Targeting HIV reservoirs in children with HIVIS DNA and MVA-CMDR vaccines

This will be the first pediatric study with prime-boost HIVIS DNA and MVA-CMDR therapeutic vaccines. Our goal is to develop therapeutic HIV vaccines to reduce the HIV reservoirs in children and youth with HIV. Our scientific premise is that the prime-boost HIVIS DNA and MVA-CMDR vaccines induce cellular and humeral immune responses important for clearing infected cells. They were selected for children based on ample adult safety data. Early treated children are an ideal population to investigate therapeutic HIV vaccines because of their healthy immunity and small HIV reservoirs.
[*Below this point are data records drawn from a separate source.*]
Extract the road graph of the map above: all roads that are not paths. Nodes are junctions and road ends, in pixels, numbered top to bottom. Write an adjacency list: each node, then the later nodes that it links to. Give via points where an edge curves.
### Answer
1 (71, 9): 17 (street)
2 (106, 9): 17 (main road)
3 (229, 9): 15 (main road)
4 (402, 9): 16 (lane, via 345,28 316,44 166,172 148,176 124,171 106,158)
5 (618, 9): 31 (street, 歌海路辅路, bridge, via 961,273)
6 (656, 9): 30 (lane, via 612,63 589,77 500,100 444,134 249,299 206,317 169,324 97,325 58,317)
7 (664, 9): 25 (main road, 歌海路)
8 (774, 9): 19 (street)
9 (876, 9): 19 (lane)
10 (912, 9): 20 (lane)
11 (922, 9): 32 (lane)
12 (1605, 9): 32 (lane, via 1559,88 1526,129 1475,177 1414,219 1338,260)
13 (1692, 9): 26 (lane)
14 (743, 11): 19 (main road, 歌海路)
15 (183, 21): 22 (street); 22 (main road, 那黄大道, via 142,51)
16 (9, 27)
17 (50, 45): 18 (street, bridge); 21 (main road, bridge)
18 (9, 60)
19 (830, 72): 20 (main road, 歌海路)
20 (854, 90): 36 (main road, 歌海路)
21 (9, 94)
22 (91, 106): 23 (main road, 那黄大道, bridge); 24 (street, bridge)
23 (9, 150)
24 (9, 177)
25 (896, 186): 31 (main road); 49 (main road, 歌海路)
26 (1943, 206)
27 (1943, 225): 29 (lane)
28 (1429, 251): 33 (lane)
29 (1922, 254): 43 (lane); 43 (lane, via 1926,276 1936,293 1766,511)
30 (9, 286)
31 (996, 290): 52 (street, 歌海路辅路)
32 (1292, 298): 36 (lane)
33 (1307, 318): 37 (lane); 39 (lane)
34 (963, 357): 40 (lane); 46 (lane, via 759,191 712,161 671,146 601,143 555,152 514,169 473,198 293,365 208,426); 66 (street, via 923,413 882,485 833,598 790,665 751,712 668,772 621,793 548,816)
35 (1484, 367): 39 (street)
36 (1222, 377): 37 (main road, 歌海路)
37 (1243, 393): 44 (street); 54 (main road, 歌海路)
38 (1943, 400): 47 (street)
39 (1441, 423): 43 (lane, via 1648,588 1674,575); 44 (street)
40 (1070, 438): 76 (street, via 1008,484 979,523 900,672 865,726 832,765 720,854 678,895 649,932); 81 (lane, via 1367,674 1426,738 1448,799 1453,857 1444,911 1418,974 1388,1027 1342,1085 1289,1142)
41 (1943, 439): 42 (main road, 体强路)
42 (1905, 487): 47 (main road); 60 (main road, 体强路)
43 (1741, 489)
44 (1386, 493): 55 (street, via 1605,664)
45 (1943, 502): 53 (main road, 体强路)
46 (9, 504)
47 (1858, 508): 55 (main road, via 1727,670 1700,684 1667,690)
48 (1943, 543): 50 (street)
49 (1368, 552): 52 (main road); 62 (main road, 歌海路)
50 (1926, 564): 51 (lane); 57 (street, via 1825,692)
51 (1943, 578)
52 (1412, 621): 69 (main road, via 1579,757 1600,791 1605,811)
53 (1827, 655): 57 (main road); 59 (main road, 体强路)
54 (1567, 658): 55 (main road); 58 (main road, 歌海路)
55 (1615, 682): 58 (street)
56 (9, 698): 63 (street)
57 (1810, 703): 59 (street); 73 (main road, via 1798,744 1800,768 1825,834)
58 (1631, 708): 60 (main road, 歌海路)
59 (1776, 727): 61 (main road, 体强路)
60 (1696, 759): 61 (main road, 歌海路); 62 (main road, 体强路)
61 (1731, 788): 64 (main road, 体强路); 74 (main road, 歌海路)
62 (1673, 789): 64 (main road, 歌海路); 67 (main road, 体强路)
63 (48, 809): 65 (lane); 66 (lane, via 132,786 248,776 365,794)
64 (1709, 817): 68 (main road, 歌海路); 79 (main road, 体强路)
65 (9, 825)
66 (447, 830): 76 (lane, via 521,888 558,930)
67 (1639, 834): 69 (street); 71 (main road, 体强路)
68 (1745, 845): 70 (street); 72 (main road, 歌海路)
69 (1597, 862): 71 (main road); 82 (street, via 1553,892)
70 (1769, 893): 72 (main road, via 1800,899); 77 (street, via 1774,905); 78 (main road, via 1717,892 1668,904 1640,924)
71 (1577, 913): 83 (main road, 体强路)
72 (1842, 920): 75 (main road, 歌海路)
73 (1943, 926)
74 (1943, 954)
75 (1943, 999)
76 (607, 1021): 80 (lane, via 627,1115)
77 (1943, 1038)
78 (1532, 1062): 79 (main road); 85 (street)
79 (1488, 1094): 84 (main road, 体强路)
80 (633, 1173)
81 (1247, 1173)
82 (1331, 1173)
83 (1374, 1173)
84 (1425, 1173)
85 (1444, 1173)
We will explore a novel strategy of giving a licensed vaccine against human papilloma virus that contains toll-like receptor (TLR) 4 agonist adjuvant to boost immune responses to HIVIS DNA. Participants will be children from South Africa. The project was conceptualized under the EPIICAL Consortium and will be conducted in collaboration with the U.S Military HIV Research Program. EPIICAL does not provide any funding for this study but provides a platform for sharing expertise, data and samples from cohorts that will propel the development of therapeutic vaccine strategies for children forward. A maximum of twenty-five participants will be enrolled in this 72-week study. Participants will be 9 to 25 years old, have started HIV medications prior to 6 months of age and are virally suppressed. They will be randomly assigned to HIV vaccines (n=10) vs. HIV vaccines+ TLR4 agonist (n=10) vs. control (no interventions) (n=5). Vaccines will be given at weeks O and 4 for HIVIS DNA, weeks 0, 4 and 24 for TLR4 agonist, and weeks 24 and 36 for MVA-CMDR. We will extensively measure the changes of HIV reservoirs and immune responses post interventions. Aim 1: To quantitate and characterize the HIV reservoirs before and after HIVIS DNA ± TLR4 agonist and MVA-CMDR vaccination Aim 2: To characterize HIV-specific cellular and humeral immune responses before and after vaccination and assess their relationship to the HIV reservoir endpoints. The knowledge generated will contribute to the optimization of therapeutic HIV vaccine strategies and exert sustained influence on HIV cure research for children and youth.